[Start of section]

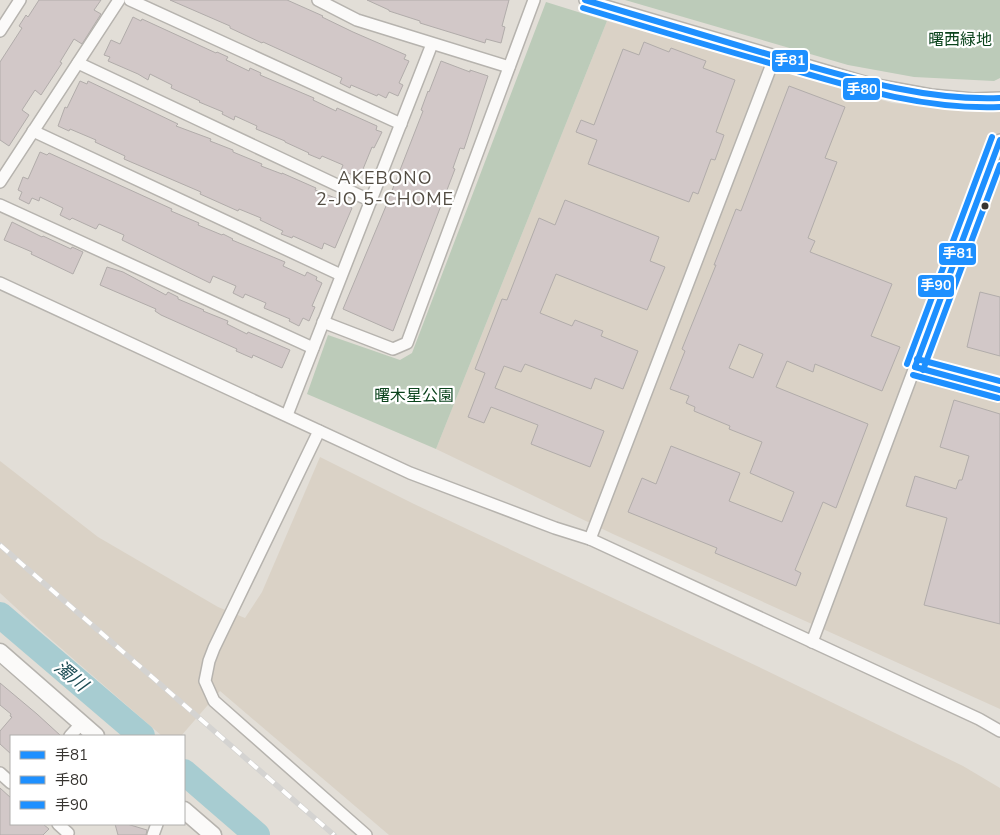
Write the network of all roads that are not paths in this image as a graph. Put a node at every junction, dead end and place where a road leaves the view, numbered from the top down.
1 (20, 0) edge
2 (119, 0) edge
3 (130, 0) edge
4 (318, 0) edge
5 (534, 0) edge
6 (585, 0) edge
7 (0, 31) edge
8 (432, 44) junction
9 (775, 56) junction
10 (78, 63) junction
11 (509, 67) junction
12 (1000, 98) edge
13 (402, 124) junction
14 (33, 131) junction
15 (1000, 140) edge
16 (0, 182) edge
17 (371, 201) junction
18 (0, 206) edge
19 (341, 275) junction
20 (0, 283) edge
21 (323, 322) junction
22 (313, 348) junction
23 (915, 367) junction
24 (1000, 390) edge
25 (287, 415) junction
26 (319, 431) junction
27 (590, 539) junction
28 (812, 642) junction
29 (0, 652) edge
30 (81, 724) junction
31 (1000, 731) edge
32 (71, 735) edge
33 (95, 735) edge
34 (0, 773) edge
35 (10, 782) edge
36 (185, 811) edge
37 (59, 825) edge
38 (67, 835) edge
39 (213, 835) edge
40 (366, 835) edge

1 - 7 street
2 - 10 street
3 - 13 street
4 - 8 street
5 - 11 street
6 - 9 street
8 - 11 street
8 - 13 street
9 - 12 street
9 - 27 street
10 - 14 street
10 - 17 street
11 - 21 street
13 - 17 street
14 - 16 street
14 - 19 street
15 - 23 street
17 - 19 street
18 - 22 street
19 - 21 street
20 - 25 street
21 - 22 street
22 - 25 street
23 - 24 street
23 - 28 street
25 - 26 street
26 - 27 street
26 - 40 street
27 - 28 street
28 - 31 street
29 - 30 street
30 - 32 street
30 - 33 street
34 - 35 street
36 - 39 street
37 - 38 street

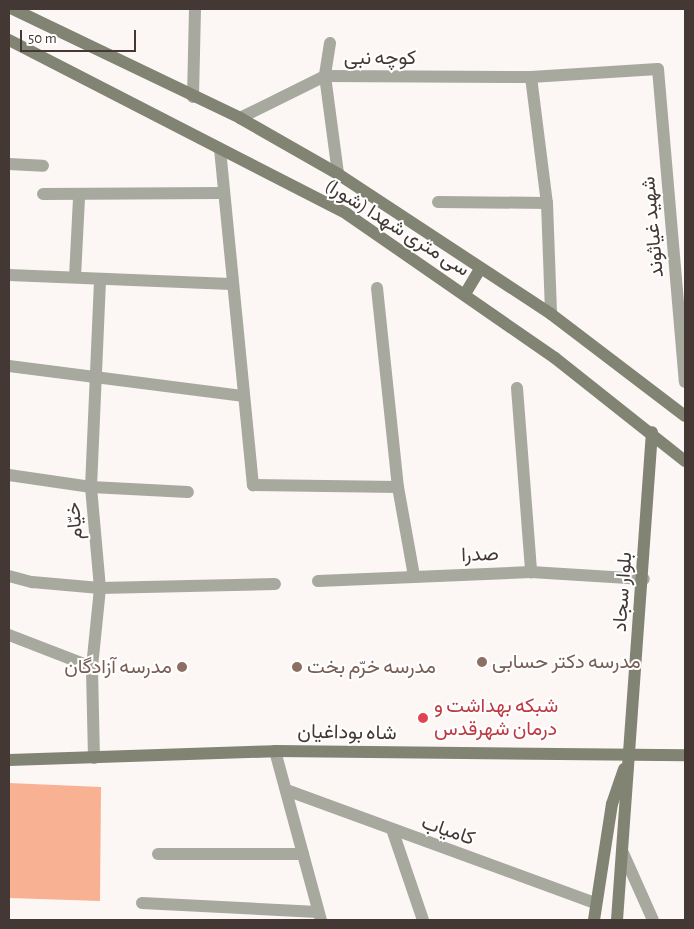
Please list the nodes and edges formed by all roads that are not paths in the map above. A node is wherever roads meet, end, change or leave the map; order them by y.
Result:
1 (13, 9) edge
2 (195, 9) edge
3 (9, 40) edge
4 (330, 43) dead end
5 (658, 70) joint
6 (325, 76) junction
7 (530, 77) junction
8 (193, 97) junction
9 (240, 118) junction
10 (220, 149) junction
11 (9, 164) edge
12 (43, 166) dead end
13 (338, 174) junction
14 (222, 193) junction
15 (43, 194) dead end
16 (78, 197) junction
17 (438, 202) dead end
18 (548, 203) junction
19 (480, 269) junction
20 (9, 275) edge
21 (75, 277) junction
22 (100, 280) junction
23 (231, 284) junction
24 (377, 288) dead end
25 (465, 294) junction
26 (551, 314) junction
27 (9, 366) edge
28 (94, 377) junction
29 (685, 382) edge
30 (517, 388) dead end
31 (242, 396) junction
32 (685, 416) edge
33 (652, 432) junction
34 (685, 462) edge
35 (9, 475) edge
36 (398, 487) junction
37 (91, 488) junction
38 (188, 492) dead end
39 (531, 572) junction
40 (9, 576) edge
41 (414, 576) junction
42 (644, 579) junction
43 (318, 581) dead end
44 (275, 584) dead end
45 (100, 588) junction
46 (9, 635) edge
47 (92, 667) junction
48 (275, 751) junction
49 (629, 754) junction
50 (685, 756) edge
51 (94, 758) junction
52 (9, 760) edge
53 (289, 791) junction
54 (393, 832) junction
55 (623, 853) junction
56 (158, 854) dead end
57 (302, 854) junction
58 (142, 903) dead end
59 (595, 903) junction
60 (319, 916) edge
61 (423, 920) edge
62 (594, 920) edge
63 (617, 920) edge
64 (653, 920) edge

1 - 8 main road, سی متری شهدا (شورا)
2 - 8 street
3 - 10 main road, سی متری شهدا (شورا)
4 - 6 street
5 - 7 street, کوچه نبی
5 - 29 street, شهید غیاثوند
6 - 7 street, کوچه نبی
6 - 9 street, کوچه نبی
6 - 13 street
7 - 18 street
8 - 9 main road, سی متری شهدا (شورا)
9 - 13 main road, سی متری شهدا (شورا)
10 - 14 street
10 - 25 main road, سی متری شهدا (شورا)
11 - 12 street
13 - 19 main road, سی متری شهدا (شورا)
14 - 16 street
14 - 23 street
15 - 16 street
16 - 21 street
17 - 18 street
18 - 26 street
19 - 25 main road
19 - 26 main road, سی متری شهدا (شورا)
20 - 21 street
21 - 22 street
22 - 23 street
22 - 28 street, خیّام
23 - 31 street
24 - 36 street
25 - 33 main road, سی متری شهدا (شورا)
26 - 32 main road, سی متری شهدا (شورا)
27 - 28 street
28 - 31 street
28 - 37 street, خیّام
30 - 39 street
31 - 36 street
33 - 34 main road, سی متری شهدا (شورا)
33 - 42 main road, بلوار سجاد
35 - 37 street
36 - 41 street
37 - 38 street
37 - 45 street, خیّام
39 - 41 street, صدرا
39 - 42 street, صدرا
40 - 45 street
41 - 43 street, صدرا
42 - 49 main road, بلوار سجاد
44 - 45 street
45 - 47 street, خیّام
46 - 47 street
47 - 51 street, خیّام
48 - 49 main road, شاه بوداغیان
48 - 51 main road, شاه بوداغیان
48 - 53 street
49 - 50 main road, شاه بوداغیان
49 - 55 main road, بلوار سجاد
49 - 59 main road, بلوار سجاد
51 - 52 main road, شاه بوداغیان
53 - 54 street, کامیاب
53 - 57 street
54 - 59 street, کامیاب
54 - 61 street
55 - 63 main road, بلوار سجاد
55 - 64 street
56 - 57 street
57 - 60 street
58 - 60 street
59 - 62 main road, بلوار سجاد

[End of section]

• _What to produce_:
Pictures stay out of the answer; the rest of the listing above is returned exactly.

• _Exercise answer_:
Write the network of all roads that are not paths in this image as a graph. Put a node at every junction, dead end and place where a road leaves the view, numbered from the top down.
1 (20, 0) edge
2 (119, 0) edge
3 (130, 0) edge
4 (318, 0) edge
5 (534, 0) edge
6 (585, 0) edge
7 (0, 31) edge
8 (432, 44) junction
9 (775, 56) junction
10 (78, 63) junction
11 (509, 67) junction
12 (1000, 98) edge
13 (402, 124) junction
14 (33, 131) junction
15 (1000, 140) edge
16 (0, 182) edge
17 (371, 201) junction
18 (0, 206) edge
19 (341, 275) junction
20 (0, 283) edge
21 (323, 322) junction
22 (313, 348) junction
23 (915, 367) junction
24 (1000, 390) edge
25 (287, 415) junction
26 (319, 431) junction
27 (590, 539) junction
28 (812, 642) junction
29 (0, 652) edge
30 (81, 724) junction
31 (1000, 731) edge
32 (71, 735) edge
33 (95, 735) edge
34 (0, 773) edge
35 (10, 782) edge
36 (185, 811) edge
37 (59, 825) edge
38 (67, 835) edge
39 (213, 835) edge
40 (366, 835) edge

1 - 7 street
2 - 10 street
3 - 13 street
4 - 8 street
5 - 11 street
6 - 9 street
8 - 11 street
8 - 13 street
9 - 12 street
9 - 27 street
10 - 14 street
10 - 17 street
11 - 21 street
13 - 17 street
14 - 16 street
14 - 19 street
15 - 23 street
17 - 19 street
18 - 22 street
19 - 21 street
20 - 25 street
21 - 22 street
22 - 25 street
23 - 24 street
23 - 28 street
25 - 26 street
26 - 27 street
26 - 40 street
27 - 28 street
28 - 31 street
29 - 30 street
30 - 32 street
30 - 33 street
34 - 35 street
36 - 39 street
37 - 38 street

Please list the nodes and edges formed by all roads that are not paths in the map above. A node is wherever roads meet, end, change or leave the map; order them by y.
Result:
1 (13, 9) edge
2 (195, 9) edge
3 (9, 40) edge
4 (330, 43) dead end
5 (658, 70) joint
6 (325, 76) junction
7 (530, 77) junction
8 (193, 97) junction
9 (240, 118) junction
10 (220, 149) junction
11 (9, 164) edge
12 (43, 166) dead end
13 (338, 174) junction
14 (222, 193) junction
15 (43, 194) dead end
16 (78, 197) junction
17 (438, 202) dead end
18 (548, 203) junction
19 (480, 269) junction
20 (9, 275) edge
21 (75, 277) junction
22 (100, 280) junction
23 (231, 284) junction
24 (377, 288) dead end
25 (465, 294) junction
26 (551, 314) junction
27 (9, 366) edge
28 (94, 377) junction
29 (685, 382) edge
30 (517, 388) dead end
31 (242, 396) junction
32 (685, 416) edge
33 (652, 432) junction
34 (685, 462) edge
35 (9, 475) edge
36 (398, 487) junction
37 (91, 488) junction
38 (188, 492) dead end
39 (531, 572) junction
40 (9, 576) edge
41 (414, 576) junction
42 (644, 579) junction
43 (318, 581) dead end
44 (275, 584) dead end
45 (100, 588) junction
46 (9, 635) edge
47 (92, 667) junction
48 (275, 751) junction
49 (629, 754) junction
50 (685, 756) edge
51 (94, 758) junction
52 (9, 760) edge
53 (289, 791) junction
54 (393, 832) junction
55 (623, 853) junction
56 (158, 854) dead end
57 (302, 854) junction
58 (142, 903) dead end
59 (595, 903) junction
60 (319, 916) edge
61 (423, 920) edge
62 (594, 920) edge
63 (617, 920) edge
64 (653, 920) edge

1 - 8 main road, سی متری شهدا (شورا)
2 - 8 street
3 - 10 main road, سی متری شهدا (شورا)
4 - 6 street
5 - 7 street, کوچه نبی
5 - 29 street, شهید غیاثوند
6 - 7 street, کوچه نبی
6 - 9 street, کوچه نبی
6 - 13 street
7 - 18 street
8 - 9 main road, سی متری شهدا (شورا)
9 - 13 main road, سی متری شهدا (شورا)
10 - 14 street
10 - 25 main road, سی متری شهدا (شورا)
11 - 12 street
13 - 19 main road, سی متری شهدا (شورا)
14 - 16 street
14 - 23 street
15 - 16 street
16 - 21 street
17 - 18 street
18 - 26 street
19 - 25 main road
19 - 26 main road, سی متری شهدا (شورا)
20 - 21 street
21 - 22 street
22 - 23 street
22 - 28 street, خیّام
23 - 31 street
24 - 36 street
25 - 33 main road, سی متری شهدا (شورا)
26 - 32 main road, سی متری شهدا (شورا)
27 - 28 street
28 - 31 street
28 - 37 street, خیّام
30 - 39 street
31 - 36 street
33 - 34 main road, سی متری شهدا (شورا)
33 - 42 main road, بلوار سجاد
35 - 37 street
36 - 41 street
37 - 38 street
37 - 45 street, خیّام
39 - 41 street, صدرا
39 - 42 street, صدرا
40 - 45 street
41 - 43 street, صدرا
42 - 49 main road, بلوار سجاد
44 - 45 street
45 - 47 street, خیّام
46 - 47 street
47 - 51 street, خیّام
48 - 49 main road, شاه بوداغیان
48 - 51 main road, شاه بوداغیان
48 - 53 street
49 - 50 main road, شاه بوداغیان
49 - 55 main road, بلوار سجاد
49 - 59 main road, بلوار سجاد
51 - 52 main road, شاه بوداغیان
53 - 54 street, کامیاب
53 - 57 street
54 - 59 street, کامیاب
54 - 61 street
55 - 63 main road, بلوار سجاد
55 - 64 street
56 - 57 street
57 - 60 street
58 - 60 street
59 - 62 main road, بلوار سجاد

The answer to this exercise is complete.